In the 1920s, working-class suburbs like Maywood, South Gate, and Bell Gardens gave poor whites an opportunity to become homeowners and gain economic stability in the era before social safety nets. Many of the homes were cheap and built through sweat equity. "This established not only their physical foundation, but also local traditions of self-building, informality, and the expectations that homeowners could do whatever they pleased to maximize their property’s economic potential," writes Nicolaides.

World War II brought a huge influx of workers to Southern California, but home construction had waned during the Depression. The state’s new residents faced severe housing shortages, and homebuilding to meet the new demand took off, along with more informal housing, says Nicolaides:

Another initiative was to encourage homeowners to convert rooms or garages to rent, a campaign that spread across L.A. County. Officials framed it as a patriotic gesture to help alleviate the housing crisis for homeless servicemen, along with defense workers and their families.

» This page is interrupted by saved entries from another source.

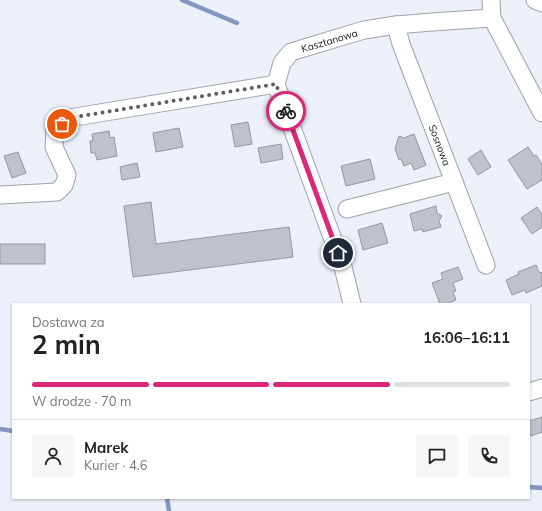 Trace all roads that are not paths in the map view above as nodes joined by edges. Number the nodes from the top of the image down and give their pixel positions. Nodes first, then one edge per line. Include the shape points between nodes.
1 (491, 0) edge
2 (535, 0) edge
3 (542, 3) edge
4 (492, 18) junction
5 (396, 25) junction
6 (276, 84) junction
7 (542, 113) edge
8 (454, 182) junction
9 (0, 194) edge
10 (347, 209) dead end
11 (486, 265) dead end
12 (352, 303) edge
13 (542, 388) edge
14 (530, 392) edge

1 - 4 street
2 - 3 street
4 - 5 street, Kasztanowa
4 - 7 street
5 - 6 street, Kasztanowa via 364,30 291,52 282,62
5 - 8 street, Sosnowa
6 - 9 street via 69,118 55,130 54,147 67,175 64,185 57,192
6 - 12 street via 343,267
8 - 10 street
8 - 11 street, Sosnowa
13 - 14 street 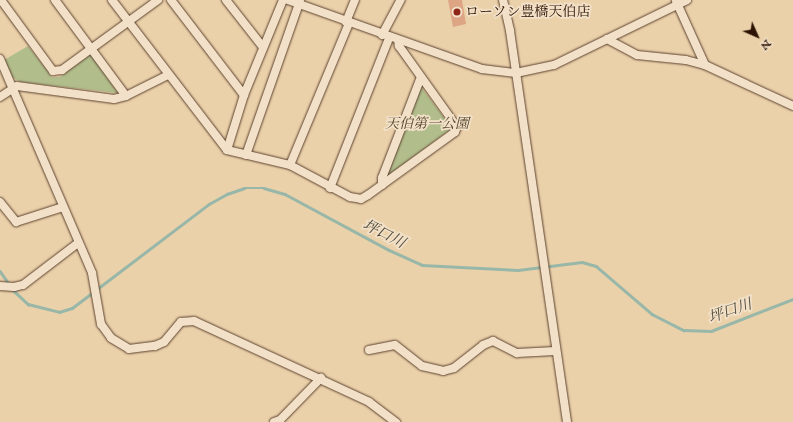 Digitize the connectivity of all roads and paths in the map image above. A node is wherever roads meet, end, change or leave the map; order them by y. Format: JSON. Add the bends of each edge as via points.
{"nodes":[{"id":1,"x":1,"y":0,"type":"edge"},
{"id":2,"x":55,"y":0,"type":"edge"},
{"id":3,"x":112,"y":0,"type":"edge"},
{"id":4,"x":158,"y":0,"type":"edge"},
{"id":5,"x":171,"y":0,"type":"edge"},
{"id":6,"x":226,"y":0,"type":"edge"},
{"id":7,"x":282,"y":0,"type":"edge"},
{"id":8,"x":288,"y":0,"type":"edge"},
{"id":9,"x":354,"y":0,"type":"edge"},
{"id":10,"x":401,"y":0,"type":"edge"},
{"id":11,"x":503,"y":0,"type":"edge"},
{"id":12,"x":687,"y":0,"type":"edge"},
{"id":13,"x":299,"y":2,"type":"edge"},
{"id":14,"x":677,"y":2,"type":"edge"},
{"id":15,"x":128,"y":22,"type":"junction"},
{"id":16,"x":347,"y":23,"type":"junction"},
{"id":17,"x":385,"y":36,"type":"junction"},
{"id":18,"x":607,"y":39,"type":"junction"},
{"id":19,"x":398,"y":40,"type":"junction"},
{"id":20,"x":263,"y":47,"type":"junction"},
{"id":21,"x":91,"y":48,"type":"junction"},
{"id":22,"x":0,"y":59,"type":"edge"},
{"id":23,"x":705,"y":65,"type":"junction"},
{"id":24,"x":516,"y":72,"type":"junction"},
{"id":25,"x":168,"y":75,"type":"junction"},
{"id":26,"x":421,"y":77,"type":"junction"},
{"id":27,"x":12,"y":87,"type":"junction"},
{"id":28,"x":244,"y":95,"type":"junction"},
{"id":29,"x":126,"y":96,"type":"junction"},
{"id":30,"x":0,"y":97,"type":"edge"},
{"id":31,"x":793,"y":106,"type":"edge"},
{"id":32,"x":227,"y":150,"type":"junction"},
{"id":33,"x":246,"y":155,"type":"junction"},
{"id":34,"x":290,"y":165,"type":"junction"},
{"id":35,"x":382,"y":185,"type":"junction"},
{"id":36,"x":330,"y":188,"type":"junction"},
{"id":37,"x":0,"y":202,"type":"edge"},
{"id":38,"x":63,"y":207,"type":"junction"},
{"id":39,"x":78,"y":243,"type":"junction"},
{"id":40,"x":7,"y":287,"type":"edge"},
{"id":41,"x":369,"y":350,"type":"dead end"},
{"id":42,"x":555,"y":351,"type":"junction"},
{"id":43,"x":321,"y":378,"type":"junction"},
{"id":44,"x":274,"y":422,"type":"edge"},
{"id":45,"x":396,"y":422,"type":"edge"},
{"id":46,"x":567,"y":422,"type":"edge"}],
"edges":[{"from":1,"to":21,"type":"street","via":[[53,71],[62,70]]},
{"from":2,"to":21,"type":"street"},
{"from":3,"to":15,"type":"street"},
{"from":4,"to":15,"type":"street"},
{"from":5,"to":28,"type":"street"},
{"from":6,"to":20,"type":"street"},
{"from":7,"to":20,"type":"street"},
{"from":8,"to":13,"type":"street"},
{"from":9,"to":16,"type":"street"},
{"from":10,"to":17,"type":"street"},
{"from":11,"to":24,"type":"street"},
{"from":12,"to":14,"type":"street"},
{"from":13,"to":16,"type":"street"},
{"from":13,"to":33,"type":"street"},
{"from":14,"to":18,"type":"street"},
{"from":14,"to":23,"type":"street"},
{"from":15,"to":21,"type":"street"},
{"from":15,"to":25,"type":"street"},
{"from":16,"to":17,"type":"street"},
{"from":16,"to":34,"type":"street"},
{"from":17,"to":19,"type":"street"},
{"from":17,"to":36,"type":"street"},
{"from":18,"to":23,"type":"street","via":[[637,55],[686,60]]},
{"from":18,"to":24,"type":"street","via":[[554,65]]},
{"from":19,"to":24,"type":"street","via":[[482,69]]},
{"from":19,"to":26,"type":"street","via":[[399,46]]},
{"from":20,"to":28,"type":"street"},
{"from":21,"to":29,"type":"street"},
{"from":22,"to":27,"type":"street"},
{"from":23,"to":31,"type":"street"},
{"from":24,"to":42,"type":"street"},
{"from":25,"to":29,"type":"street"},
{"from":25,"to":32,"type":"street"},
{"from":26,"to":35,"type":"street","via":[[382,178]]},
{"from":26,"to":35,"type":"street","via":[[457,127],[455,132]]},
{"from":27,"to":29,"type":"street","via":[[114,99]]},
{"from":27,"to":30,"type":"street"},
{"from":27,"to":38,"type":"street"},
{"from":28,"to":32,"type":"street"},
{"from":32,"to":33,"type":"street"},
{"from":33,"to":34,"type":"street"},
{"from":34,"to":36,"type":"street"},
{"from":35,"to":36,"type":"street","via":[[361,198],[350,197]]},
{"from":37,"to":38,"type":"street","via":[[16,222]]},
{"from":38,"to":39,"type":"street"},
{"from":39,"to":40,"type":"street","via":[[23,285]]},
{"from":39,"to":43,"type":"street","via":[[92,273],[101,324],[111,338],[129,349],[155,346],[164,342],[181,322],[194,321]]},
{"from":41,"to":42,"type":"street","via":[[395,345],[422,366],[443,372],[454,368],[483,345],[493,341],[517,353]]},
{"from":42,"to":46,"type":"street"},
{"from":43,"to":44,"type":"street","via":[[280,420]]},
{"from":43,"to":45,"type":"street","via":[[369,402]]}]}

The economic downturn of the 1980s resulted in massive layoffs as factories and plants closed. Latinos began moving in as home prices dropped, but these areas still did not have sufficient affordable housing for the growth in population. "In the 1970s and 1980s, L.A.’s southern suburbs entered the third phase of informal housing: An extensive 'shadow market' of unpermitted rental units tucked away in suburban backyards and detached garages," notes Nicolaides.

These spaces ran the gamut from converted garages to home additions to bunkhouses in homes. Much of this housing was illegal and violated local building codes and regulations. While the informal housing filled a huge gap and benefited property owners and tenants, communities struggled with the density, the strain on infrastructure, and the drain on resources.

A backlash ensued, resulting in increased regulation and the placing of blame on immigrants. According to Nicolaides, "The spatial policing that ensued represented a local layer of the state’s apparatus that rendered undocumented Mexicans 'illegal' in the context of everyday life."

This informal housing is still present throughout Southern California, particularly in low-income Latino communities. "Once suburbanites and their elected leaders grasp the positive potential in informal housing—and the fact that it’s been around in L.A. a very long time—we may move a step closer toward solving our intractable affordable housing crisis," concludes Nicolaides.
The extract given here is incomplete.